I've got SCD of type 1 working correctly within DataStage so I can now figure out which records I have previously processed. However, I'm now struggling to figure out which records I have previously delivered.

I don't know if that really makes sense, but here is the currently solution:

1. I use a lookup table to check if the current record has been previously processed.
2. If it hasn't been previously processed, generate key and insert. Else it has been previously processed; use a change capture stage to check if the record has changed.
3. If data has changed update the database.

This works fine as long as the target database and lookup table are in sync. However, Synchronisation is easily broken when I start to receive a new record multiple time. In this situation, it gets inserted into the database the first time but once it is inserted, the lookup table is not out of date. Any time I get that same record again, the lookup table will not recognise that it has already been inserted and therefore require an update instead.

Can I use the target database as the reference link for the lookup? When using spare lookup, will the lookup table recognise the newly inserted records? Does this cause performance issues (reading & writing to the same database table)?

Are there any alternative ways of looking at this? I would prefer to avoid staging followed by post processing of the incremental updates before doing a final flushing the changes to production. A sort and removed duplicates system is also out of the question due the nature of our data source.

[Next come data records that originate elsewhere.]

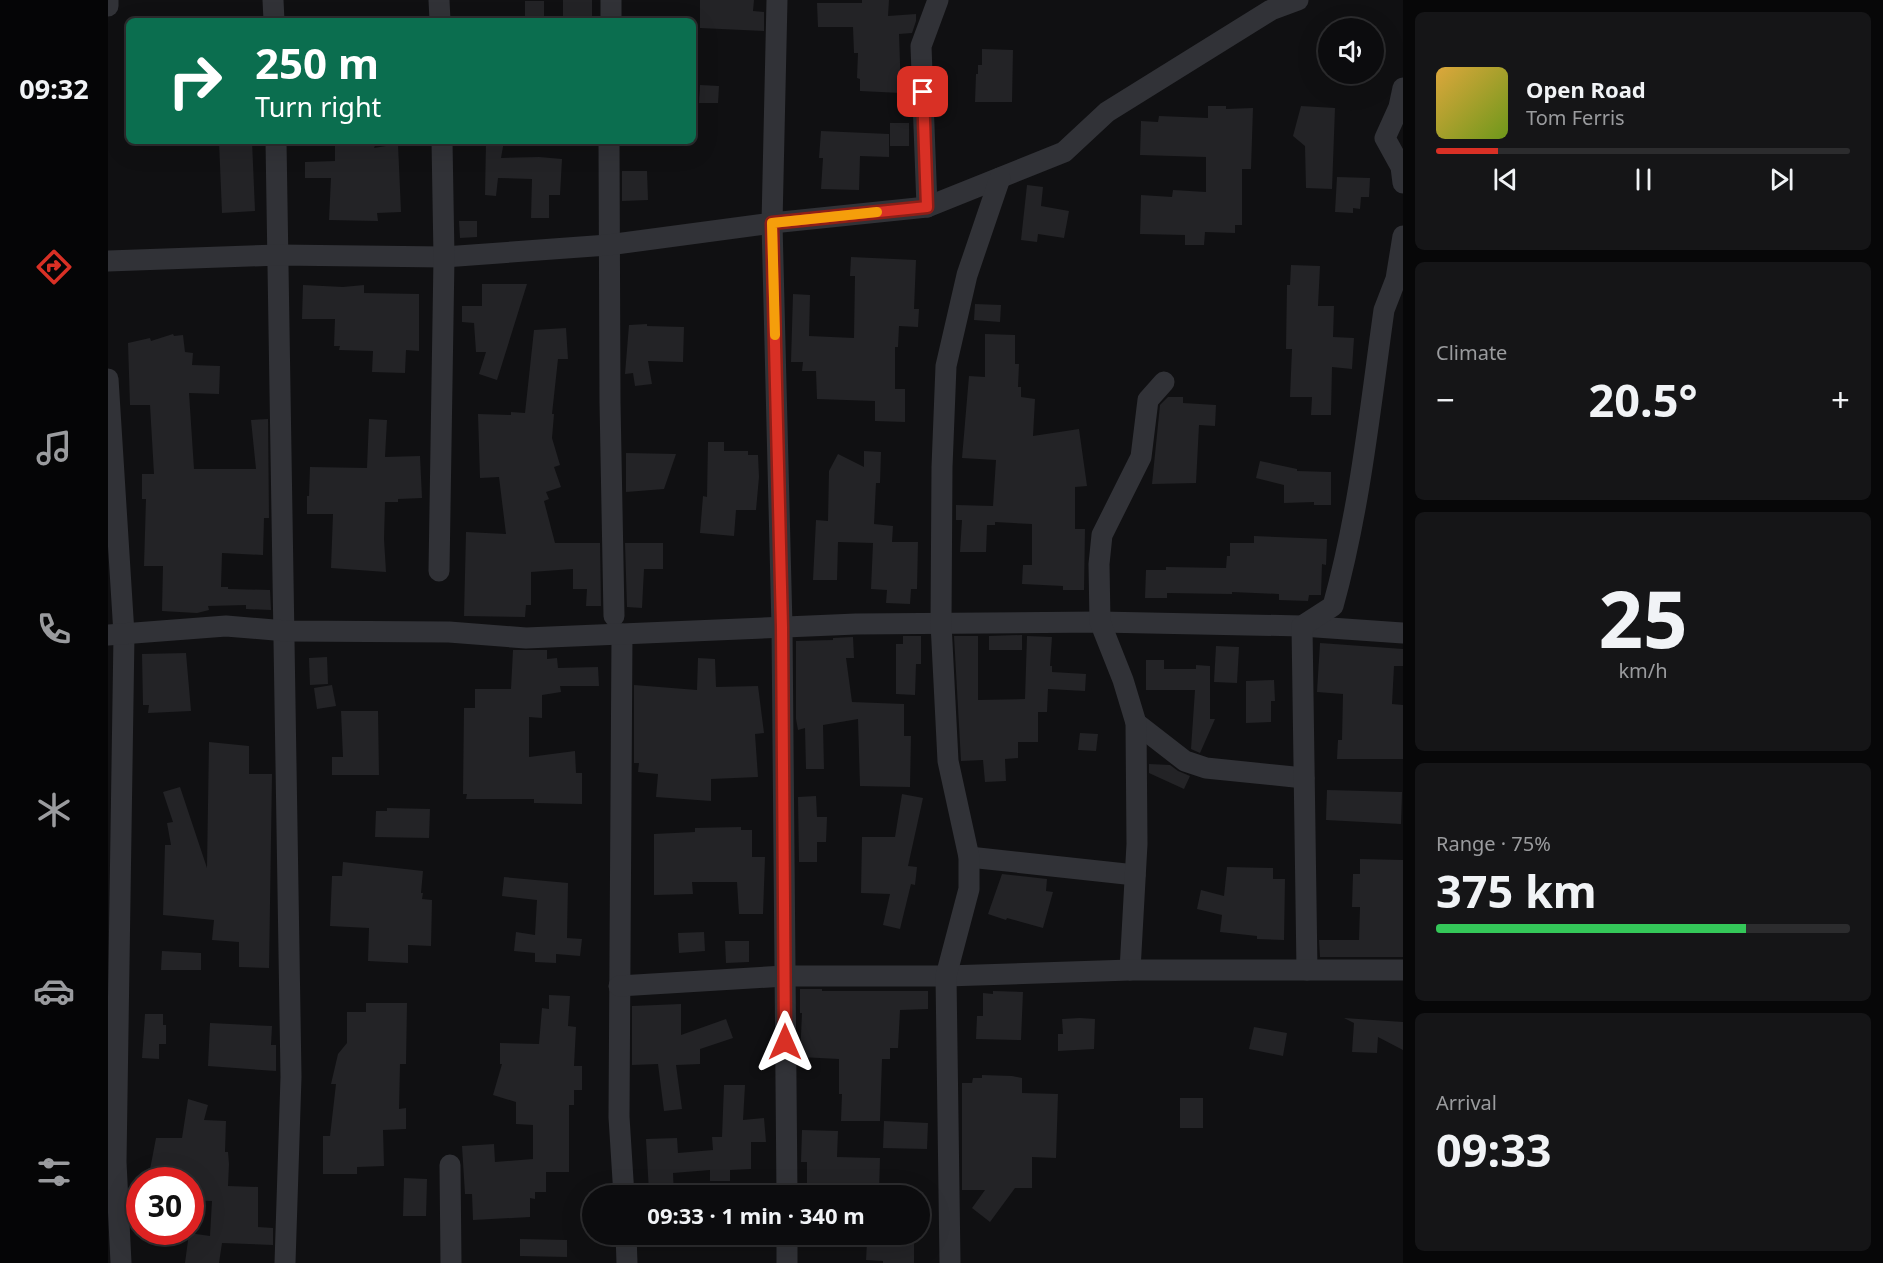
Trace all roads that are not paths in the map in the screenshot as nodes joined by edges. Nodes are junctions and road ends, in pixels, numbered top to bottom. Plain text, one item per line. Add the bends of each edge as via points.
1 (108, 0) edge
2 (273, 0) edge
3 (439, 0) edge
4 (611, 0) edge
5 (777, 0) edge
6 (938, 0) edge
7 (1298, 0) edge
8 (108, 6) edge
9 (274, 18) edge
10 (440, 18) edge
11 (611, 18) edge
12 (1403, 88) edge
13 (276, 144) edge
14 (442, 144) edge
15 (609, 144) edge
16 (1000, 178) junction
17 (1403, 183) edge
18 (927, 207) junction
19 (772, 223) junction
20 (1403, 236) edge
21 (609, 245) junction
22 (279, 255) junction
23 (444, 257) junction
24 (108, 261) edge
25 (108, 379) edge
26 (1164, 382) dead end
27 (439, 571) dead end
28 (941, 622) junction
29 (1100, 622) junction
30 (618, 625) junction
31 (1302, 626) junction
32 (782, 627) junction
33 (1403, 633) edge
34 (108, 635) edge
35 (1136, 723) junction
36 (1304, 778) junction
37 (969, 857) junction
38 (1135, 875) junction
39 (1130, 970) junction
40 (1307, 970) junction
41 (1403, 970) edge
42 (785, 976) junction
43 (946, 976) junction
44 (619, 986) junction
45 (450, 1165) dead end
46 (623, 1185) edge
47 (786, 1185) edge
48 (626, 1245) edge
49 (787, 1245) edge
50 (121, 1263) edge
51 (285, 1263) edge
52 (451, 1263) edge
53 (627, 1263) edge
54 (787, 1263) edge
55 (950, 1263) edge

1 - 8 street
2 - 9 street
3 - 10 street
4 - 11 street
5 - 19 street
6 - 18 street via 921,46
7 - 16 street via 1271,10 1107,112 1064,152
12 - 17 street via 1385,138 1401,167
13 - 22 street
14 - 23 street
15 - 21 street
16 - 18 street
16 - 28 street via 967,275 946,366
18 - 19 street
19 - 21 street
19 - 32 street
20 - 31 street via 1396,279 1384,310 1344,566 1333,606
21 - 23 street
21 - 30 street
22 - 23 street
22 - 24 street
22 - 51 street via 291,1077
23 - 27 street
25 - 50 street via 124,634 116,1162
26 - 29 street via 1148,400 1141,457 1102,535
28 - 29 street
28 - 32 street
28 - 37 street via 948,761
29 - 31 street
29 - 35 street
30 - 32 street
30 - 34 street via 526,638 226,626
30 - 44 street
31 - 33 street
31 - 36 street
32 - 42 street
35 - 36 street via 1185,761 1206,768
35 - 38 street
36 - 40 street
37 - 38 street
37 - 43 street via 969,889
38 - 39 street
39 - 40 street
39 - 43 street
40 - 41 street
42 - 43 street
42 - 44 street
42 - 47 street
43 - 55 street
44 - 46 street
45 - 52 street
48 - 53 street
49 - 54 street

Any input would be highly valued,

Barry

Raghavendra · Post by **Raghavendra** » Wed Nov 29, 2006 6:51 pm

yes you can use target database as reference lookup.
If you use sparse lookup then thelookup database definetly recognises the newly inserted record.
Reading and writing to the same database table won't be a problem.
But when you use a sparse lookup you get performance issues if your driving and reference data ratio is more than 1:100.

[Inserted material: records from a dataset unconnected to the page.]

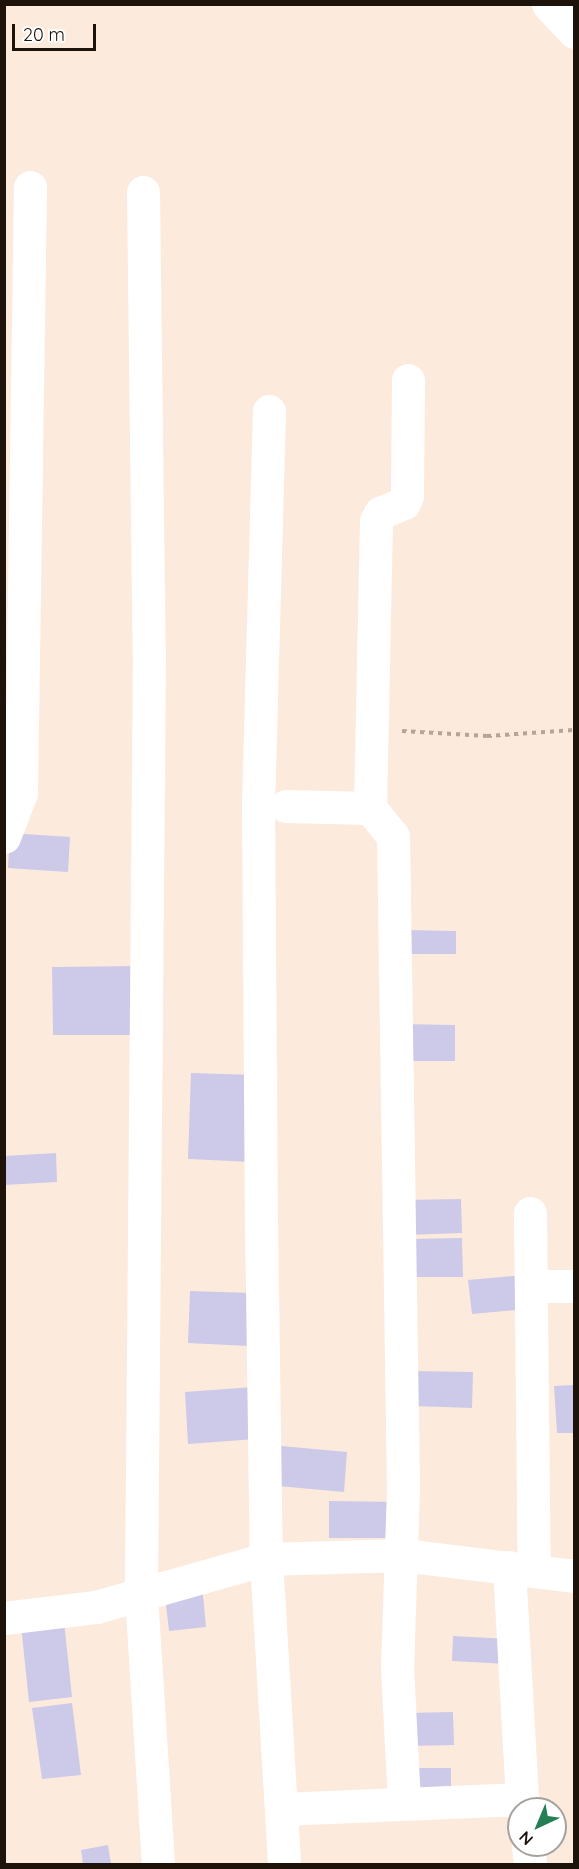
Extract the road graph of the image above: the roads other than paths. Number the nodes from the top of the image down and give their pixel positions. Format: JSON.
{"nodes":[{"id":1,"x":549,"y":4,"type":"edge"},
{"id":2,"x":574,"y":32,"type":"edge"},
{"id":3,"x":30,"y":187,"type":"dead end"},
{"id":4,"x":143,"y":192,"type":"dead end"},
{"id":5,"x":408,"y":380,"type":"dead end"},
{"id":6,"x":269,"y":411,"type":"dead end"},
{"id":7,"x":286,"y":806,"type":"dead end"},
{"id":8,"x":370,"y":808,"type":"junction"},
{"id":9,"x":4,"y":837,"type":"edge"},
{"id":10,"x":530,"y":1213,"type":"dead end"},
{"id":11,"x":532,"y":1286,"type":"junction"},
{"id":12,"x":574,"y":1286,"type":"edge"},
{"id":13,"x":403,"y":1555,"type":"junction"},
{"id":14,"x":266,"y":1559,"type":"junction"},
{"id":15,"x":521,"y":1569,"type":"junction"},
{"id":16,"x":574,"y":1576,"type":"edge"},
{"id":17,"x":141,"y":1594,"type":"junction"},
{"id":18,"x":4,"y":1618,"type":"edge"},
{"id":19,"x":523,"y":1797,"type":"edge"},
{"id":20,"x":404,"y":1803,"type":"junction"},
{"id":21,"x":507,"y":1804,"type":"edge"},
{"id":22,"x":281,"y":1809,"type":"junction"},
{"id":23,"x":158,"y":1864,"type":"edge"},
{"id":24,"x":284,"y":1864,"type":"edge"}],
"edges":[{"from":1,"to":2,"type":"street"},
{"from":3,"to":9,"type":"street"},
{"from":4,"to":17,"type":"street"},
{"from":5,"to":8,"type":"street"},
{"from":6,"to":14,"type":"street"},
{"from":7,"to":8,"type":"street"},
{"from":8,"to":13,"type":"street"},
{"from":10,"to":11,"type":"street"},
{"from":11,"to":12,"type":"street"},
{"from":11,"to":15,"type":"street"},
{"from":13,"to":14,"type":"street"},
{"from":13,"to":15,"type":"street"},
{"from":13,"to":20,"type":"street"},
{"from":14,"to":17,"type":"street"},
{"from":14,"to":22,"type":"street"},
{"from":15,"to":16,"type":"street"},
{"from":15,"to":19,"type":"street"},
{"from":17,"to":18,"type":"street"},
{"from":17,"to":23,"type":"street"},
{"from":20,"to":21,"type":"street"},
{"from":20,"to":22,"type":"street"},
{"from":22,"to":24,"type":"street"}]}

bmsq · Post by **bmsq** » Wed Nov 29, 2006 7:12 pm

Thanks for your reply, that helps ALOT! :D

But when you use a sparse lookup you get performance issues if your driving and reference data ratio is more than 1:100

What do you mean by this ratio? Are you saying that if the size of the reference data is large compared to the driving data then there will be performance issues? Or are you saying the opposite? In my case, the driving data is in the millions whereas the references data is less than 2000 and rarely needs updating.

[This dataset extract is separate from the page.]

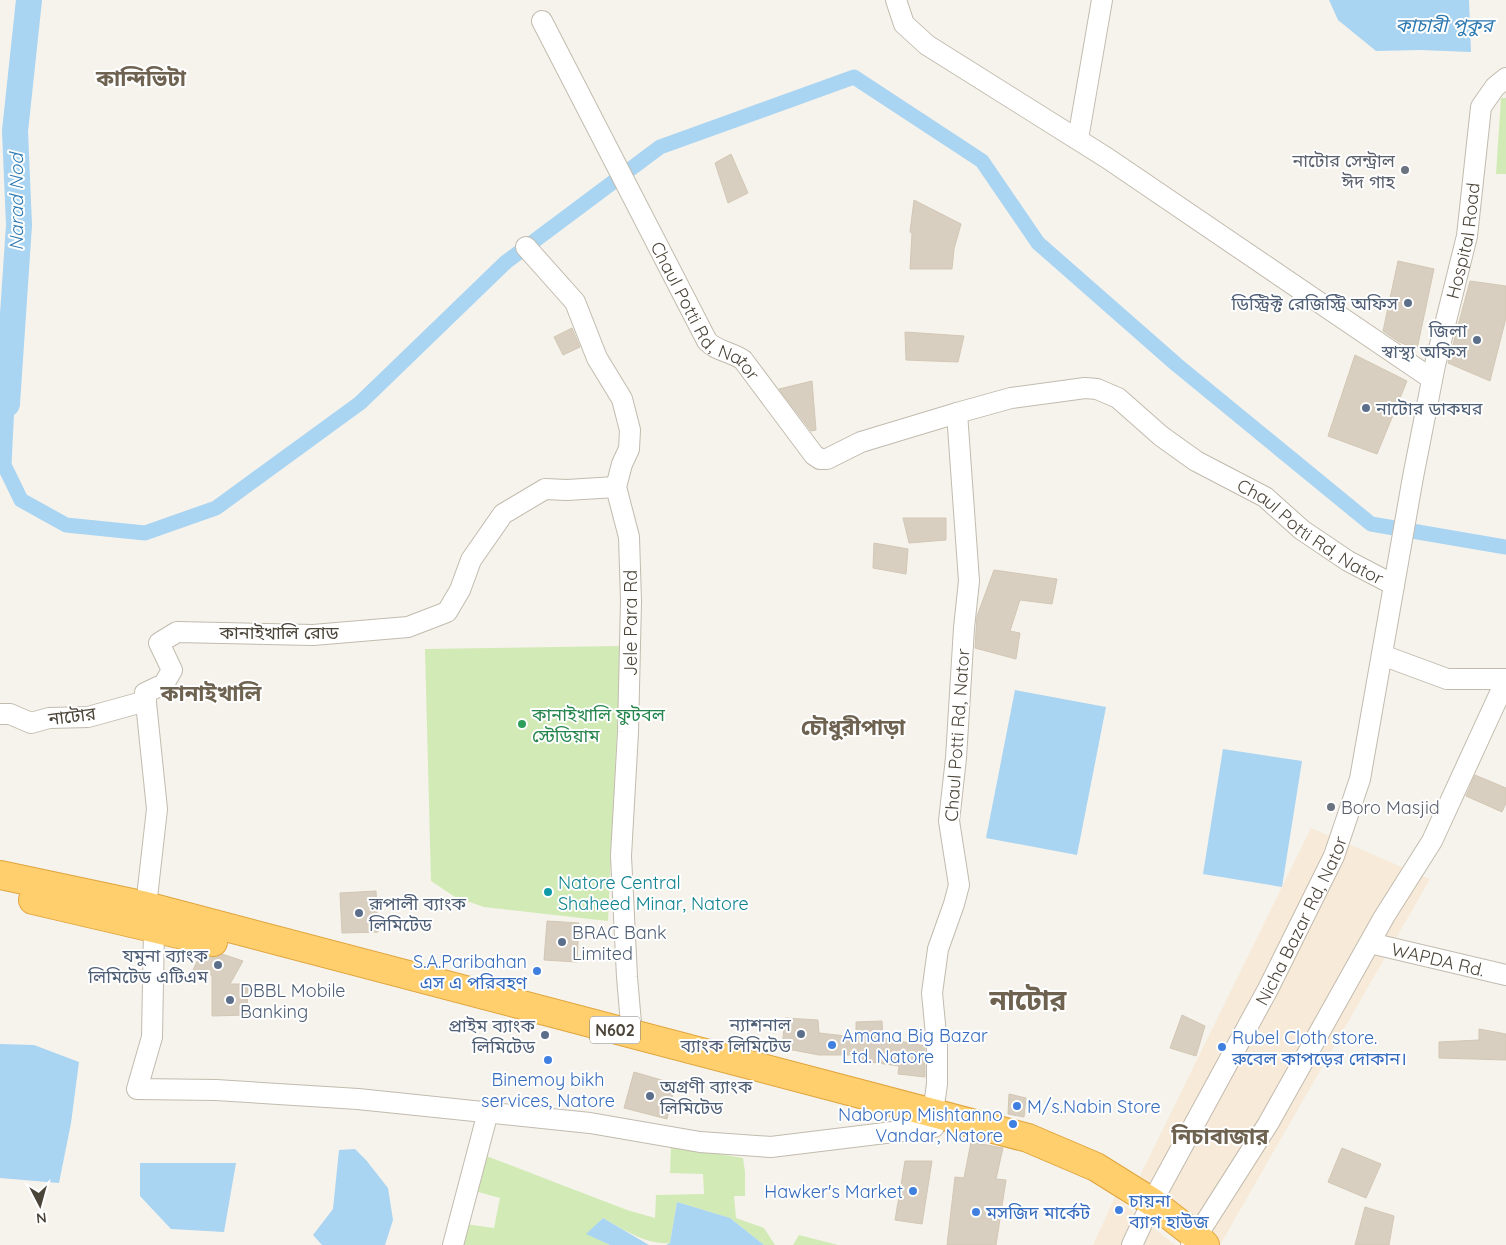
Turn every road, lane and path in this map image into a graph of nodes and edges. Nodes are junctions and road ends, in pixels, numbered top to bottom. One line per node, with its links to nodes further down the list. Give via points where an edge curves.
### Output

Nageshsunkoji · Post by **Nageshsunkoji** » Thu Nov 30, 2006 3:41 am

Hi,

For scenarios where the number of input rows is significantly smaller
(1:100 or more) than the number of reference rows in a DB2 or Oracle
table, a Sparse Lookup may be appropriate.

I think your condition is opposite, in your case Driving rows are huge and refrence row are less. So, It will definetely hit the performance.

Raghavendra · Post by **Raghavendra** » Thu Nov 30, 2006 11:25 am

Hi,

I believe sparse lookup is not a right option for your scenario interms of performance.